Flapjacks have stopped me from ending up with no friends on many an occasion.  I have a bad habit of letting myself get over hungry (or more correctly 'hangry') and I get very short with people and more often than not just end up blubbing.  Flapjacks are my go-to food of choice in this situation as they are great for a boost of energy and you don't get a huge sugar crash later on.  It's also really good that most supermarkets here in the UK stock individually packed gluten-free flapjacks now.

This flapjack recipe is fudgier, gooier and chewier than your average flapjack.  All of these things can't be a bad thing!

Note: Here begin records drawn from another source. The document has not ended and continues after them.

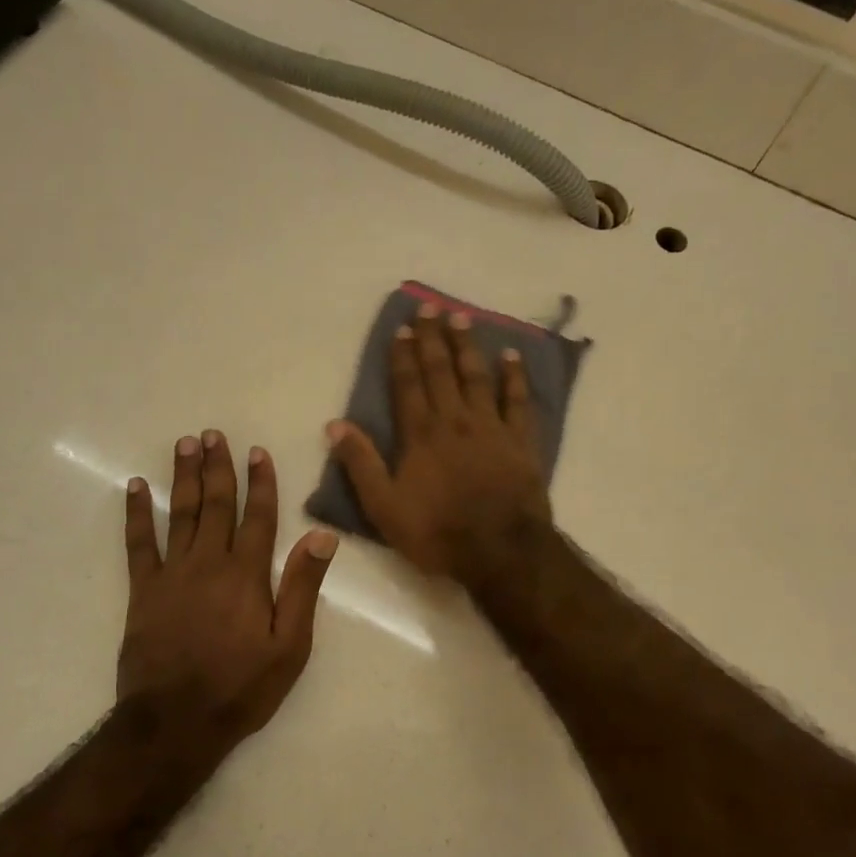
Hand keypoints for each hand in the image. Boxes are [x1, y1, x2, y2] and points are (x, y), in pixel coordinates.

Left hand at [120, 432, 337, 749]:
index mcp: (247, 575)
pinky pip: (138, 543)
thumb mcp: (290, 646)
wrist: (176, 721)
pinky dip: (137, 513)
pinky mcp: (143, 591)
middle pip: (215, 505)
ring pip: (179, 514)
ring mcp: (172, 574)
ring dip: (182, 477)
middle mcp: (209, 563)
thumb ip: (302, 588)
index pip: (258, 517)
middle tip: (212, 434)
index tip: (257, 451)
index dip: (260, 482)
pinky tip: (135, 488)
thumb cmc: (241, 687)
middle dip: (217, 467)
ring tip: (184, 445)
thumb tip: (321, 536)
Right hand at [327, 303, 551, 582]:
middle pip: (441, 371)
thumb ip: (361, 464)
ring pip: (477, 376)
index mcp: (421, 435)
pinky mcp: (520, 441)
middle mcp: (455, 421)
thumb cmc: (437, 532)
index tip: (401, 327)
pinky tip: (511, 355)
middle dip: (433, 338)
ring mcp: (491, 428)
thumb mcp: (384, 507)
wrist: (500, 550)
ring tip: (461, 318)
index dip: (403, 355)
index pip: (408, 385)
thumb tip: (335, 424)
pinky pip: (518, 400)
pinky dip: (514, 376)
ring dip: (467, 346)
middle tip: (430, 306)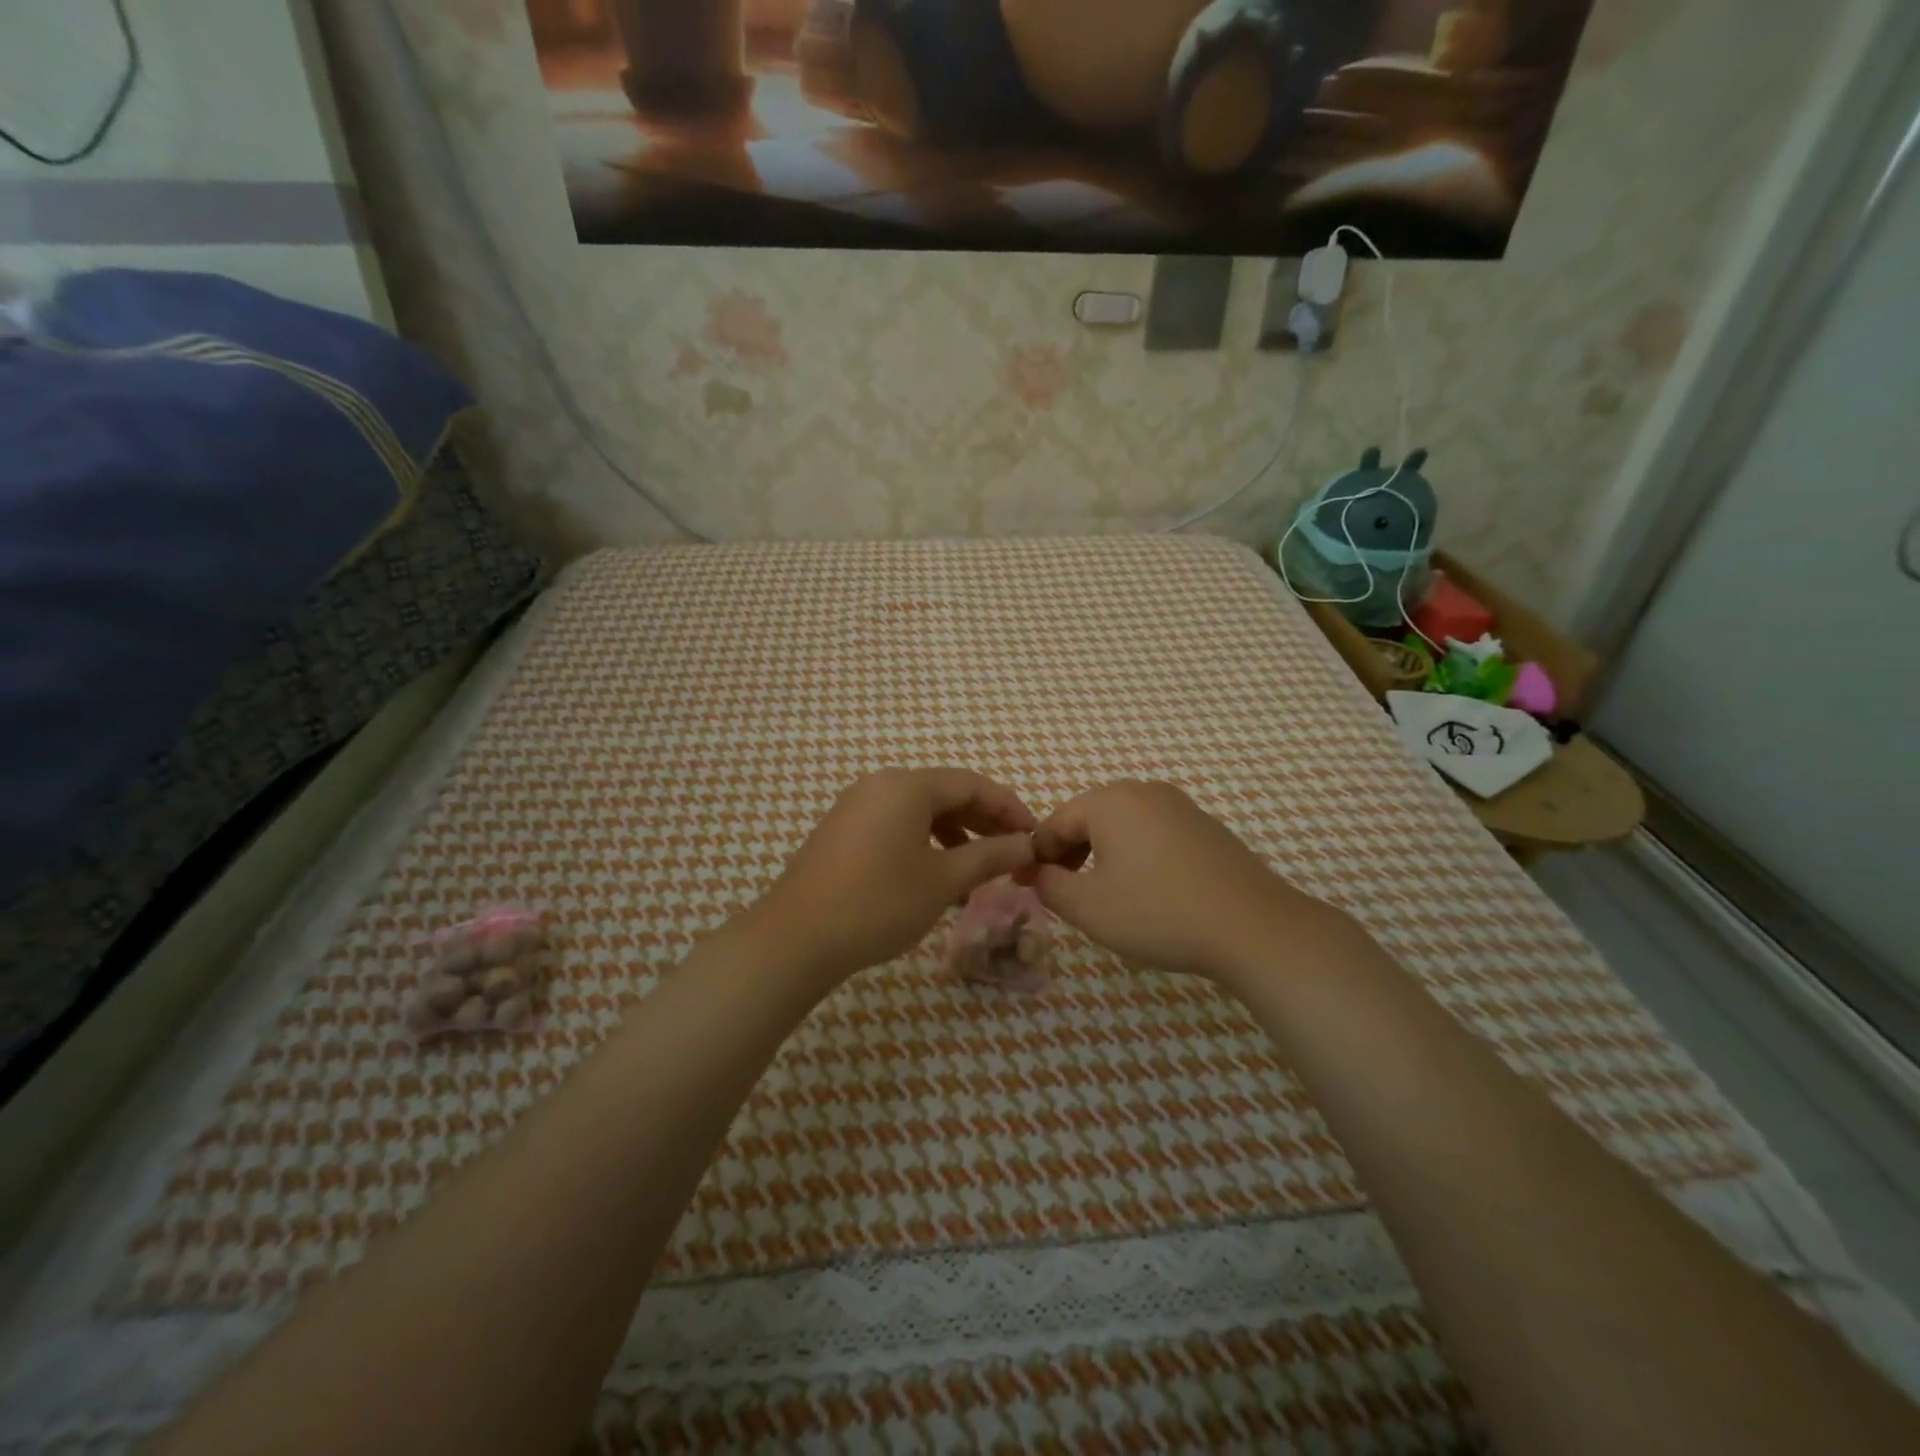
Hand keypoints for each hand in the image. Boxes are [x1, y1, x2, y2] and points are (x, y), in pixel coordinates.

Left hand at [748, 768, 1037, 984]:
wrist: (795, 939)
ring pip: (920, 812)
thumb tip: (1027, 845)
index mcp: (906, 786)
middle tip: (1013, 854)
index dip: (1009, 808)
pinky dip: (924, 844)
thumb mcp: (942, 881)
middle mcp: (880, 785)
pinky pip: (896, 826)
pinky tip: (936, 877)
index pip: (972, 784)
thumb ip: (989, 856)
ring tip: (978, 870)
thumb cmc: (877, 903)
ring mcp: (856, 807)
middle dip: (984, 822)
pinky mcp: (842, 832)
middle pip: (945, 793)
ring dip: (955, 836)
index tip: (1035, 837)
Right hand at [1031, 780, 1333, 984]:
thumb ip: (1049, 886)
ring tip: (1104, 896)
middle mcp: (1143, 791)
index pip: (1055, 823)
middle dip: (1071, 854)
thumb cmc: (1158, 913)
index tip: (1031, 888)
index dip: (1038, 856)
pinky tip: (1147, 891)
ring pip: (1122, 825)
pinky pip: (1153, 833)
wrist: (1253, 927)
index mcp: (1110, 801)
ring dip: (1103, 855)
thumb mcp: (1088, 907)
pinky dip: (1137, 855)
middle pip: (1089, 818)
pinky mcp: (1204, 826)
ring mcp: (1179, 805)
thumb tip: (1037, 873)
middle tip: (1066, 894)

I am aware that in the US flapjacks is another word for pancake.  Another thing I have found out (in my few minutes of research) is that golden syrup is really uncommon in the US, although please correct me if I'm wrong.  However, the North Americans amongst us will be pleased to know that this recipe calls for honey instead of golden syrup.  I much prefer honey, but you know, if you don't you can always use golden syrup.

What you will need:

200g unsalted butter
200g dark muscovado sugar
200g clear honey
100g pecan halves, roughly broken into smaller pieces
400g gluten-free porridge oats
6 medjool dates, stones removed and roughly chopped
100g jumbo raisins
2 tsp allspice

Preheat the oven to 200ºC.  Grease and base-line a 33cm x 24cm pan and set aside.

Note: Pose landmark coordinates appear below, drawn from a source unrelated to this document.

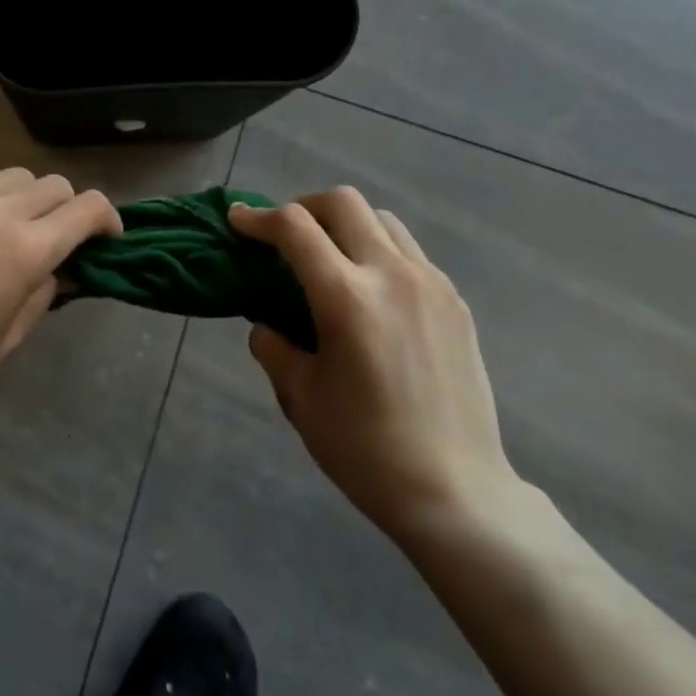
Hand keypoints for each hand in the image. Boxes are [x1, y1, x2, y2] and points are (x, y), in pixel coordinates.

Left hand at [0, 168, 120, 404]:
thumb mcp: (6, 337)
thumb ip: (44, 294)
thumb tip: (60, 269)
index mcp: (25, 247)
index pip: (87, 208)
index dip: (107, 219)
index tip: (106, 239)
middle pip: (54, 184)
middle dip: (67, 209)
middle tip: (56, 239)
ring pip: (14, 177)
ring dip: (27, 199)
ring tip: (9, 231)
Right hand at [230, 188, 522, 544]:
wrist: (457, 493)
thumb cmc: (367, 450)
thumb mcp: (301, 398)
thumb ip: (274, 347)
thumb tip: (266, 323)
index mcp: (347, 298)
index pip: (295, 228)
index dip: (258, 218)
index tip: (238, 220)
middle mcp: (392, 275)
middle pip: (343, 202)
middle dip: (304, 207)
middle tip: (285, 235)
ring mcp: (431, 284)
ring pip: (381, 219)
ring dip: (346, 224)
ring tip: (330, 258)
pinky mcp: (455, 302)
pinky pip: (410, 251)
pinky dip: (379, 250)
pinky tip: (371, 292)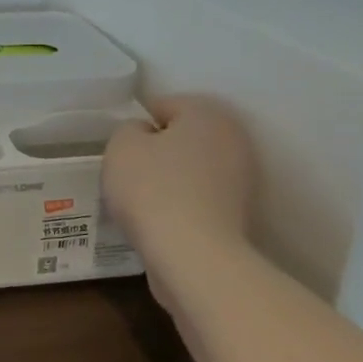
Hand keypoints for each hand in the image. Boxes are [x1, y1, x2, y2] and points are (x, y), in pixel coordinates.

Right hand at [104, 96, 255, 259]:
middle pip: (182, 137)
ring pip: (191, 169)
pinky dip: (181, 205)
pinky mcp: (238, 216)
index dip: (137, 125)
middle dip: (157, 151)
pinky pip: (198, 199)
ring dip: (170, 179)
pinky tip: (160, 221)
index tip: (122, 150)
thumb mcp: (121, 146)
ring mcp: (241, 180)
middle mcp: (233, 139)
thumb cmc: (153, 189)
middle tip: (129, 173)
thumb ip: (129, 129)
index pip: (164, 105)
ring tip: (142, 201)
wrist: (193, 257)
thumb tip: (145, 136)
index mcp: (207, 113)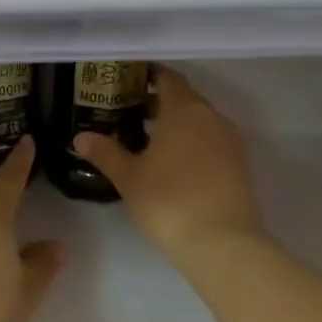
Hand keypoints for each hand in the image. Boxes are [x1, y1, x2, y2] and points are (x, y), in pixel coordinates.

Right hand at [72, 67, 262, 260]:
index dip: (148, 76)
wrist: (223, 245)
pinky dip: (194, 142)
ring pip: (200, 120)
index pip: (167, 78)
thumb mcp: (129, 177)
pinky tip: (174, 163)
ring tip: (149, 139)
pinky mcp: (241, 165)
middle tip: (130, 111)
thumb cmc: (168, 201)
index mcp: (184, 109)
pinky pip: (212, 141)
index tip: (127, 82)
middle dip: (160, 101)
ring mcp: (230, 141)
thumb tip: (81, 136)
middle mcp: (211, 116)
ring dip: (178, 123)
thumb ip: (105, 152)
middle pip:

In a medium heavy-bottomed pan, gently melt the butter.  Add the sugar and honey and stir until the sugar is completely dissolved.  Remove from the heat and then pour into a large mixing bowl (I used a silicone spatula to scrape the sides).

To the sugar mixture, add the oats, pecans, dates, raisins and allspice.  Throughly fold and stir the mixture to make sure that all of the ingredients are completely coated with the sugar, honey and butter.

Transfer the mixture to the prepared tin and evenly spread it out, smoothing the top.  Place into the hot oven for about 20 minutes, or until the top has turned golden brown.  Remove from the oven and leave to cool.  To make it easier to cut into portions, I like to slice it in the pan when it is still slightly warm and then leave it to cool fully.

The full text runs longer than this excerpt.